Following sub-paragraph 7, once a declaration is made then the prescribed officer of the court shall notify the Registrar General. As set out in the Family Procedure Rules 2010 at r8.22 (2) a copy of the declaration of parentage and the application must be sent within 21 days of the date the declaration was made.

Under Section 14A of the Births and Deaths Registration Act 1953, provided it appears to the Registrar General that the persons birth should be re-registered, they “shall authorise the re–registration of that person’s birth, and the re–registration shall be effected in such manner and at such place as may be prescribed”. In other words, the applicant will be named on the birth certificate of the child in question. It is worth noting that a parent registered on the birth certificate in this way does not automatically gain parental responsibility, as can be seen from the Children Act 1989 s4.

There are separate considerations if there is already a person registered on the birth certificate, as there can only be one mother and father on the birth certificate.

[NB: It is worthwhile clarifying that the “father” for the sake of how that person is treated in law, does not have to be male. However, to try to keep a complicated thing simple I am using the vernacular of “father” because “mothers” and “fathers” are treated differently under the law in relation to parentage. This is not to suggest that relationships and parentage status only take place within such heteronormative or gender binaries, nor that they should. Due to the legal differences, the person who carried and gives birth to a child is the legal “mother” in all circumstances, irrespective of genetic connection to a child and will be named on a birth certificate in the first instance, and “fathers” are the only ones whom declarations of parentage are in relation to, generally.]

General principles from case law

The common law principle is that the legal father of a child, subject to presumptions of legitimacy, is the same person as the genetic father of a child, irrespective of the manner of conception, unless this presumption is modified (usually by statute).

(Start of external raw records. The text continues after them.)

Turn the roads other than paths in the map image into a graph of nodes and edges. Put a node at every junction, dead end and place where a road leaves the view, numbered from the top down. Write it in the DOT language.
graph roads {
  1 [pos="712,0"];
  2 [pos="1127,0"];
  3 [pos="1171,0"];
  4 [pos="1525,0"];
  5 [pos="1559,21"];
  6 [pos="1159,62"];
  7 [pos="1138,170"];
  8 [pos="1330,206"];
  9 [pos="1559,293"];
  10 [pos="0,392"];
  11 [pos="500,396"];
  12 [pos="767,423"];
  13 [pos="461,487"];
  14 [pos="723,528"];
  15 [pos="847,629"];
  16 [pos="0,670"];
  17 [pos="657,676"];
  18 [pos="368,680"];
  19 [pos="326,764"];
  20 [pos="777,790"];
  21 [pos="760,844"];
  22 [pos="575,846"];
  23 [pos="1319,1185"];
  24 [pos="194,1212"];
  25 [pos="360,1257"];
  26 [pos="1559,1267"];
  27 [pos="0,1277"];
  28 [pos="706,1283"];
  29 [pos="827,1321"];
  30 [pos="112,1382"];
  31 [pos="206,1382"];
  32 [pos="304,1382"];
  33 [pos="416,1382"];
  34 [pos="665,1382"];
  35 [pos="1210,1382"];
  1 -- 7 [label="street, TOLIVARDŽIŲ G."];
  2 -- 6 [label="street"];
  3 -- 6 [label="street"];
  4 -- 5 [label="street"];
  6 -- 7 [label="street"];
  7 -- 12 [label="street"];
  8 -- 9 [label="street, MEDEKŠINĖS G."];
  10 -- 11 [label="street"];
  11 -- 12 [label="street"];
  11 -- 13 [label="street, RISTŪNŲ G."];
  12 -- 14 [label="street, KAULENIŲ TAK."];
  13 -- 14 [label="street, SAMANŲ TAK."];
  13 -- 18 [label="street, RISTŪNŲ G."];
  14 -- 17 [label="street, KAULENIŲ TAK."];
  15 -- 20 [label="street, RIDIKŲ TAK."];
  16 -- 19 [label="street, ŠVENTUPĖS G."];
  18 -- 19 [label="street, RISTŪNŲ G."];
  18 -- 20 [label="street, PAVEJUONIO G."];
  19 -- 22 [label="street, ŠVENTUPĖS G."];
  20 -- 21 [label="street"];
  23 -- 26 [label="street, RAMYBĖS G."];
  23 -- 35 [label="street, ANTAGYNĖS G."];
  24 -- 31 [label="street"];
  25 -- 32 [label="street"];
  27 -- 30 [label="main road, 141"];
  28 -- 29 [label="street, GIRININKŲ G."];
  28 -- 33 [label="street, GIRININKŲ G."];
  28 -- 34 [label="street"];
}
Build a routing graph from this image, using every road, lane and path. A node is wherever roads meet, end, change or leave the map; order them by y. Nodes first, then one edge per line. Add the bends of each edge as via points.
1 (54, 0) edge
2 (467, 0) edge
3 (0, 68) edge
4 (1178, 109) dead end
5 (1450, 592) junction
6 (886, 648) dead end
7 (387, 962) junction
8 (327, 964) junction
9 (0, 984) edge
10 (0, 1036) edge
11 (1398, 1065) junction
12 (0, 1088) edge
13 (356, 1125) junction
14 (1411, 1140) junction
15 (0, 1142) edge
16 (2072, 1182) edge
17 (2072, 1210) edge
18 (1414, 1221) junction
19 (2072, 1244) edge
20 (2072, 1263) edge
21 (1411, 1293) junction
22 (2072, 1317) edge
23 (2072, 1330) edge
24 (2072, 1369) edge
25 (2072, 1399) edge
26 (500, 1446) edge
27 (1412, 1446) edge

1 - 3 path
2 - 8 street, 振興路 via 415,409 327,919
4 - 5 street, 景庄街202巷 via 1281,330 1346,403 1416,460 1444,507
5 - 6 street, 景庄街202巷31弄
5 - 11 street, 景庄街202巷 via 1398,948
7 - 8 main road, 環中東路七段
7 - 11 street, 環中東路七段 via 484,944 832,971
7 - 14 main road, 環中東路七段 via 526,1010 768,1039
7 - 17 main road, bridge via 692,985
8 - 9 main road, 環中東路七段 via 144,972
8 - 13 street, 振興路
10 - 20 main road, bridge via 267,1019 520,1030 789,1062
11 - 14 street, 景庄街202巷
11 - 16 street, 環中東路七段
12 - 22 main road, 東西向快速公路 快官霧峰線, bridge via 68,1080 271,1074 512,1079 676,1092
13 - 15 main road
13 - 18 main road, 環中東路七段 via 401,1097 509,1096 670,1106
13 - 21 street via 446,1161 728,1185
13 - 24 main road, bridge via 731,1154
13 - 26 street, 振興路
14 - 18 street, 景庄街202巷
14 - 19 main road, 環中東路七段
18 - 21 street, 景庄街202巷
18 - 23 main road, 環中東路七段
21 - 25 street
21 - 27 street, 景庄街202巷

The test that a person is the parent of another is dealt with on the balance of probabilities. A court can be convinced if necessary from narrative evidence who a parent is, but it is more common nowadays to rely on a DNA test. A DNA test is determinative of the issue with near certainty, although there are still cases where this can be difficult, such as if the potential fathers are identical twins. It is therefore worth considering at the outset whether a DNA test would resolve the issue and is possible. Often a DNA test can expediate the process and save the client money and the court time. The statutory ground for obtaining a scientific test is from the Family Law Reform Act 1969, s20.

If it is not possible to do a DNA test, then other evidence can be put before the court for a judge to consider. A declaration cannot be granted by consent or by default. There must be a proper examination by the court of the relevant facts that a claim for declaratory relief is made out, although this does not require a full trial nor oral evidence.

Pragmatic considerations

What questions should be asked if you are faced with a client who wants a declaration of parentage:

  1. Is a declaration of parentage the best way forward? If the client actually wants parental responsibility or contact with the child then another application may be better. If a declaration of parentage is definitely required, then is a court application the best route?
  2. Is there any reason why the court may be concerned about determining parentage, particularly where a child is involved?
  3. Should the application for declaratory relief also contain an application for scientific testing to expediate the process, and so this application can be dealt with at the first hearing?
  4. If there is not to be a DNA test, then what evidence can the court can be provided with evidencing parentage? Consider, for example, medical reports, contemporaneous messages, photographs around the time of birth and narrative statements by the parties.

Sam Steggall is a barrister at 5 Pump Court.